Andrew Maykuth Online
The Philadelphia Inquirer
October 18, 2001
Bullets and bedbugs
To get near Kabul, journalists must endure a treacherous mountain road and billowing dust that invades everything. It's no resort at journey's end. 
E-mail from Afghanistan 

At War With Terror

The reporter enjoys a meal of bread served on the floor.

JABAL SARAJ, Afghanistan - I am not certain about the previous use of the guest house in which I am staying, but the concrete facade is pocked with bullet craters, and the room I share with another journalist has graffiti written in Persian over the door: "Here I was imprisoned for 75 days."

I have nothing to complain about. I've been here only a week.

The road we followed across the towering Hindu Kush mountains to get here does not appear on my map of Afghanistan. Carved into the sides of cliffs in recent years by men with picks and shovels, it looks like some sort of Steven Spielberg movie set - except there are no safety nets at the bottom of the hundred-foot drops.

Just as we were approaching the top of the Anjuman Pass, the highest point in our journey, our driver asked me and photographer David Gilkey of the Detroit Free Press to get out of our Russian jeep. It was wheezing from lack of oxygen at that altitude - above 15,000 feet - and he needed to lighten the load.

By the time Gilkey and I had walked a half-mile uphill at that altitude, we were wheezing, too, and thinking what chumps we had been to pay $600 for a ride when we had to walk through the hardest part.

Working as a team for The Inquirer and the Free Press, we had been assigned to penetrate opposition-held Afghanistan, to cover the Northern Alliance rebels fighting the Taliban regime in Kabul. Both of us have experience dealing with difficult environments, but working in one of the world's poorest countries, ripped apart by 23 years of civil war, has presented a number of logistical challenges.

There is no power system, no purified water, but an incredible amount of dust - worrisome for our computers and satellite telephones and for David's digital cameras. It is chilly at night and threatens to turn into winter very quickly. The food is monotonous - bread, rice, mutton, weak tea. On a good day, we get a gallon of warm water in which to bathe; most days we just wash our faces.

When we arrived here in Jabal Saraj, the town at the end of the Panjshir Valley where most journalists are based, the alliance assigned us to a two-story guest house from whose roof we can see the bombing in the capital 40 miles distant. It's like watching the Philadelphia fireworks from Princeton. One night I heard a British broadcast journalist reporting live on his satellite telephone in a stage whisper, telling listeners back home he was at the front line. The front line is actually 15 miles from here.

At night we unroll our sleeping bags on the floor in a room already occupied by invisible roommates - bed bugs that behave with the ferocity of cruise missiles. They have chewed up my arms, hands and face, and though I haven't touched alcohol in the 20 days since we arrived in this deeply Islamic country, my nose is as swollen and red as a skid-row drunk's.

Rebel-held territory is also very expensive.

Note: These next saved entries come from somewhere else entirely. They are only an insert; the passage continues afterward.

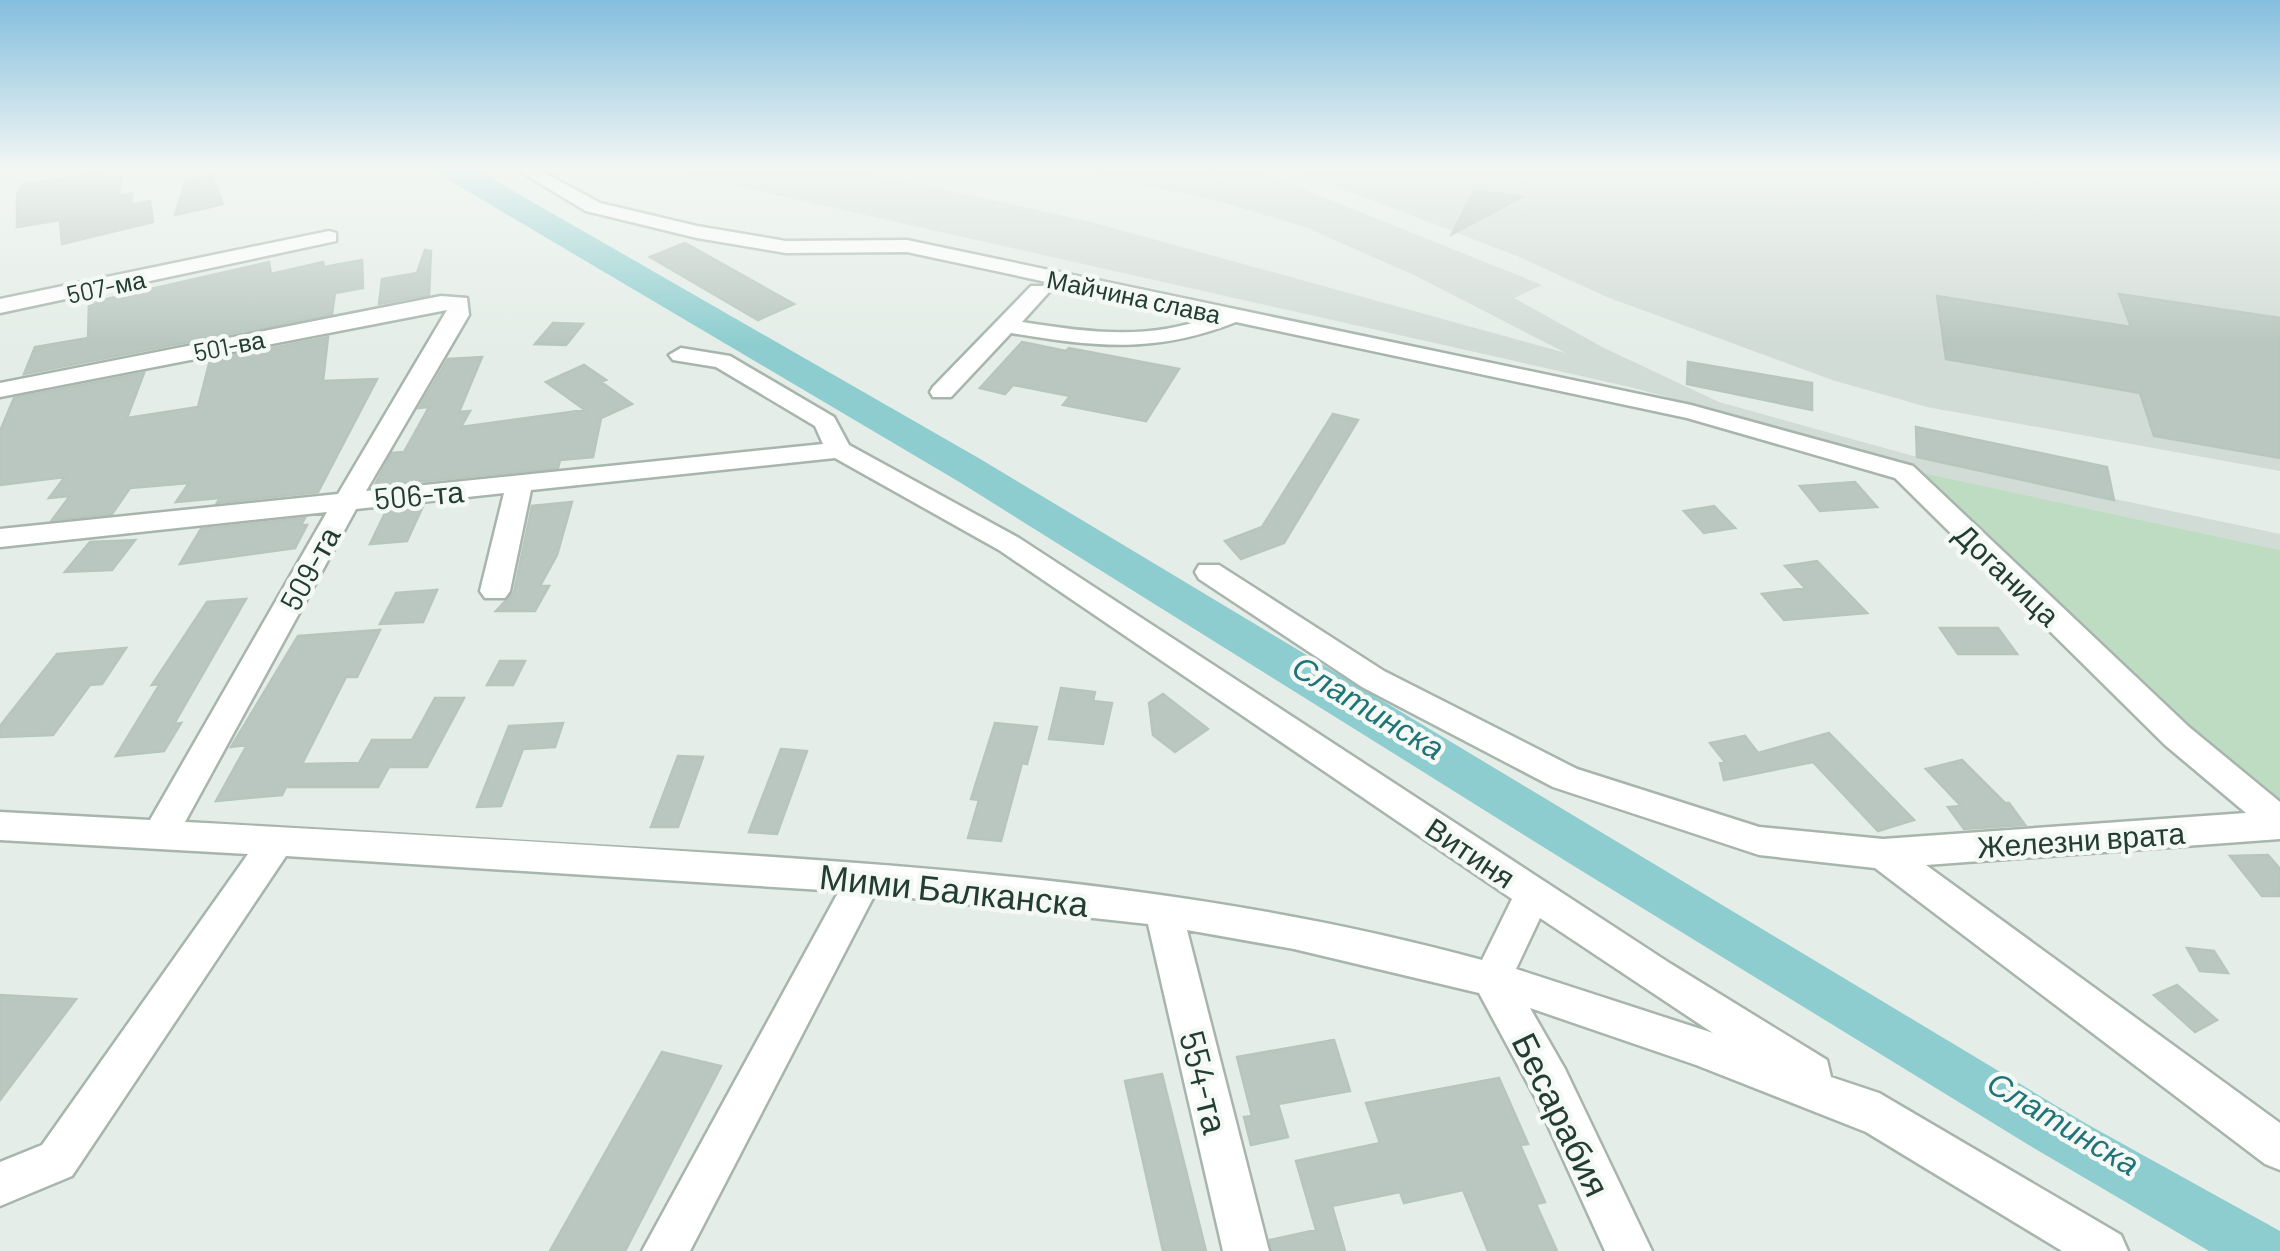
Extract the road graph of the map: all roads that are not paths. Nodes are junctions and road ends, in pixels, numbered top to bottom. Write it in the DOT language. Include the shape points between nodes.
graph roads {
  1 [pos="677,227"];
  2 [pos="329,237"];
  3 [pos="1039,291"];
  4 [pos="459,303"];
  5 [pos="0,306"];
  6 [pos="1228,317"];
  7 [pos="1006,326"];
  8 [pos="682,355"];
  9 [pos="0,390"];
  10 [pos="942,392"];
  11 [pos="1691,412"];
  12 [pos="839,450"];
  13 [pos="519,484"];
  14 [pos="347,501"];
  15 [pos="0,538"];
  16 [pos="1209,572"];
  17 [pos="495,591"];
  18 [pos="2280,823"];
  19 [pos="0,826"];
  20 [pos="160,834"];
  21 [pos="277,841"];
  22 [pos="1883,854"];
  23 [pos="866,877"];
  24 [pos="1532,892"];
  25 [pos="1164,913"];
  26 [pos="1492,978"];
  27 [pos="1878,1116"];
  28 [pos="2280,1148"];
  29 [pos="0,1184"];
  30 [pos="665,1251"];
  31 [pos="1246,1251"];
  32 [pos="1629,1251"];
  33 [pos="2105,1251"];
  1 -- 6 [label="street, Майчина слава" via="786,247 907,246"];
  2 -- 5 [label="street, 507-ма"];
  3 -- 7 [label="street"];
  4 -- 9 [label="street, 501-ва"];
  4 -- 14 [label="street, 509-та" via="458,316"];
  6 -- 7 [label="street" via="1192,334 1110,342"];
  6 -- 11 [label="street, Майчина слава"];
  7 -- 10 [label="street"];
  8 -- 12 [label="street" via="722,361 825,422"];
  11 -- 18 [label="street, Доганица" via="1904,472 2176,736"];
  12 -- 13 [label="street, 506-та"];
  12 -- 24 [label="street, Витиня" via="1009,544"];
  13 -- 14 [label="street, 506-та"];
  13 -- 17 [label="street"];
  14 -- 15 [label="street, 506-та"];
  14 -- 20 [label="street, 509-та"];
  16 -- 22 [label="street" via="1373,678 1565,778 1759,841"];
  18 -- 22 [label="street, Железни врата"];
  19 -- 20 [label="street, Мими Балканска"];
  20 -- 21 [label="street, Мими Балканска"];
  21 -- 23 [label="street, Мими Балканска"];
  21 -- 29 [label="street" via="56,1161"];
  22 -- 28 [label="street"];
  23 -- 25 [label="street, Мими Балканска"];
  23 -- 30 [label="street"];
  24 -- 26 [label="street"];
  24 -- 27 [label="street, Витиня"];
  25 -- 26 [label="street, Мими Балканска" via="1382,951"];
  25 -- 31 [label="street, 554-та"];
  26 -- 27 [label="street, Мими Балканска" via="1741,1061"];
  26 -- 32 [label="street, Бесарабия"];
  27 -- 33 [label="street, Витиня"];
}
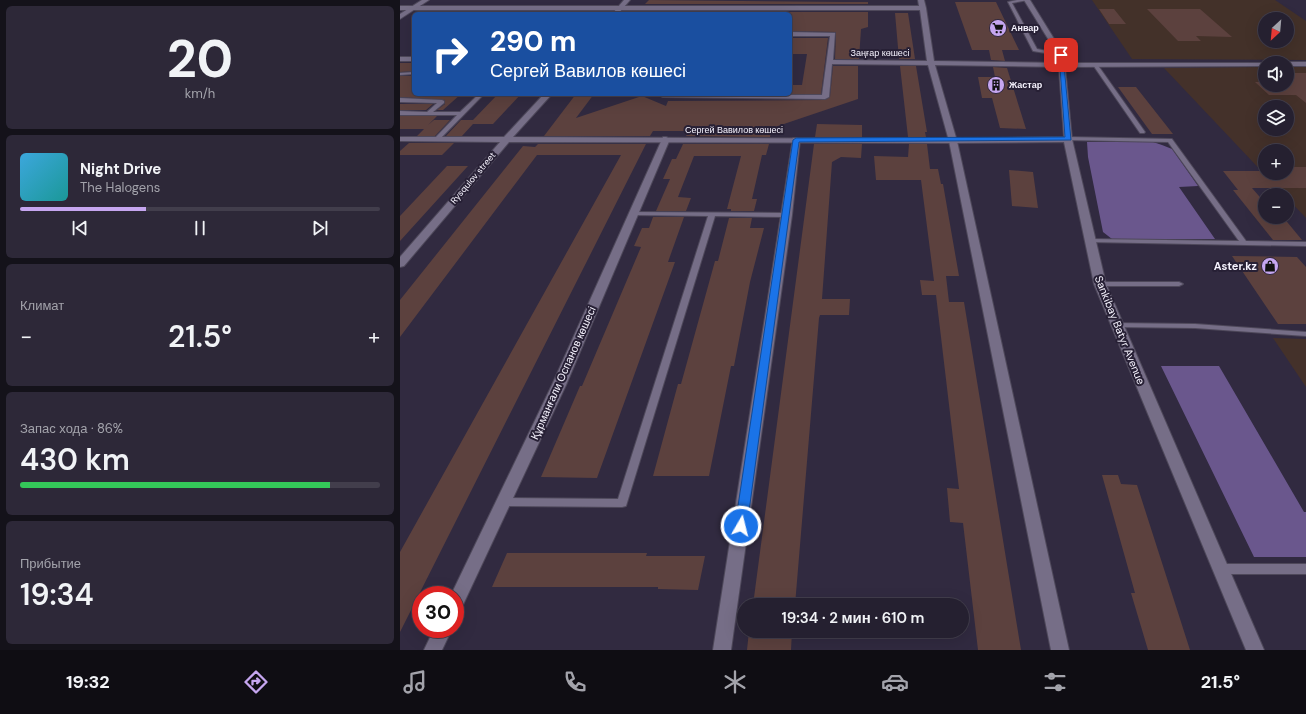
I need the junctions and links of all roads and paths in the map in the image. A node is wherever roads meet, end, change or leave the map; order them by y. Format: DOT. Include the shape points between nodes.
graph roads {
  1 [pos="426,0"];
  2 [pos="627,0"];
  3 [pos="1026,0"];
  4 [pos="922,4"];
  5 [pos="400,8"];
  6 [pos="414,8"];
  7 [pos="620,8"];
  8 [pos="617,12"];
  9 [pos="400,17"];
  10 [pos="792,34"];
  11 [pos="400,59"];
  12 [pos="412,59"];
  13 [pos="1062,60"];
  14 [pos="829,62"];
  15 [pos="931,63"];
  16 [pos="1258,64"];
  17 [pos="1294,64"];
  18 [pos="1306,64"];
  19 [pos="1095,65"];
  20 [pos="400,74"];
  21 [pos="412,74"];
  22 [pos="480,96"];
  23 [pos="546,96"];
  24 [pos="744,96"];
  25 [pos="400,100"];
  26 [pos="400,113"];
  27 [pos="429,113"];
  28 [pos="461,114"];
  29 [pos="1142,132"];
  30 [pos="400,139"];
  31 [pos="437,139"];
  32 [pos="506,139"];
  33 [pos="666,139"];
  34 [pos="1068,139"];
  35 [pos="796,140"];
  36 [pos="954,141"];
  37 [pos="632,214"];
  38 [pos="712,214"];
  39 [pos="787,215"];
  40 [pos="1090,241"];
  41 [pos="1244,243"];
  42 [pos="1306,244"];
  43 [pos="400,264"];
  44 [pos="1100,284"];
  45 [pos="1179,284"];
  46 [pos="1116,325"];
  47 [pos="1306,334"];
  48 [pos="504,502"];
  49 [pos="1221,569"];
  50 [pos="1306,569"];
  51 [pos="464,586"];
  52 [pos="439,638"];
  53 [pos="433,650"];
  54 [pos="722,650"];
  55 [pos="1060,650"];
  56 [pos="1255,650"];
  1 -- 6 [label="street"];
  2 -- 7 [label="street"];
  3 -- 13 [label="street, Sankibay Batyr Avenue"];
  3 -- 13 [label="lane" via="1010,2 1035,50"];
  4 -- 7 [label="street"];
  4 -- 15 [label="street"];
  5 -- 6 [label="street"];
  6 -- 7 [label="street"];
  6 -- 9 [label="street"];
  7 -- 8 [label="street"];
  10 -- 14 [label="street" via="833,34"];
  11 -- 12 [label="street"];
  13 -- 15 [label="street, Заңғар көшесі"];
  13 -- 19 [label="street, Заңғар көшесі"];
  13 -- 34 [label="street, Sankibay Batyr Avenue"];
  14 -- 15 [label="street, Заңғар көшесі"];
  14 -- 24 [label="street" via="825,97"];
  15 -- 36 [label="street"];
  16 -- 19 [label="street, Заңғар көшесі"];
  17 -- 18 [label="street"];
  19 -- 29 [label="lane"];
  20 -- 21 [label="lane"];
  22 -- 28 [label="lane"];
  23 -- 32 [label="street, Rysqulov street"];
  25 -- 27 [label="lane" via="442,102"];
  26 -- 27 [label="lane"];
  27 -- 28 [label="lane"];
  28 -- 31 [label="lane"];
  30 -- 31 [label="street, Сергей Вавилов көшесі"];
  31 -- 32 [label="street, Сергей Вавилов көшесі"];
  32 -- 33 [label="street, Сергей Вавилов көшесі"];
  32 -- 43 [label="street, Rysqulov street"];
  33 -- 35 [label="street, Сергей Вавилов көшесі"];
  33 -- 37 [label="street, Құрманғали Оспанов көшесі"];
  34 -- 36 [label="street, Сергей Вавилов көшесі"];
  34 -- 40 [label="street, Sankibay Batyr Avenue"];
  34 -- 41 [label="lane" via="1170,140"];
  35 -- 36 [label="street, Сергей Вавилов көшесі"];
  35 -- 39 [label="street"];
  36 -- 55 [label="street"];
  37 -- 38 [label="lane"];
  37 -- 48 [label="street, Құрманғали Оспанов көшесі" via="559,385"];
  38 -- 39 [label="lane"];
  38 -- 48 [label="lane" via="622,503"];
  39 -- 54 [label="street"];
  40 -- 41 [label="lane"];
  40 -- 44 [label="street, Sankibay Batyr Avenue"];
  41 -- 42 [label="lane"];
  44 -- 45 [label="lane"];
  44 -- 46 [label="street, Sankibay Batyr Avenue"];
  46 -- 47 [label="lane" via="1195,326"];
  46 -- 49 [label="street, Sankibay Batyr Avenue"];
  48 -- 51 [label="street, Құрманғали Оспанов көшесі"];
  49 -- 50 [label="lane"];
  49 -- 56 [label="street, Sankibay Batyr Avenue"];
  52 -- 53 [label="street"];
}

We paid $500 in a market for a gasoline-powered generator that has already gone to the repair shop twice. With several hundred reporters in northern Afghanistan, prices for cars and commodities quickly escalated, and a number of reporters have been forced to leave because they ran out of cash. The only currency accepted is American dollars.

Our guest house has electric power for about four hours each night, but the power is weak and I am grateful for our $500 generator, on the rare occasions when it works.

There is a lot of gunfire in Afghanistan. Almost everybody has an AK-47. People react to the gunfire as if it were nothing unusual, in part because so many Afghans use their guns to mark celebratory occasions. The other day in the country we heard quite a lot of gunfire. "It's either a gun battle or a wedding," said the soldiers who were guarding us.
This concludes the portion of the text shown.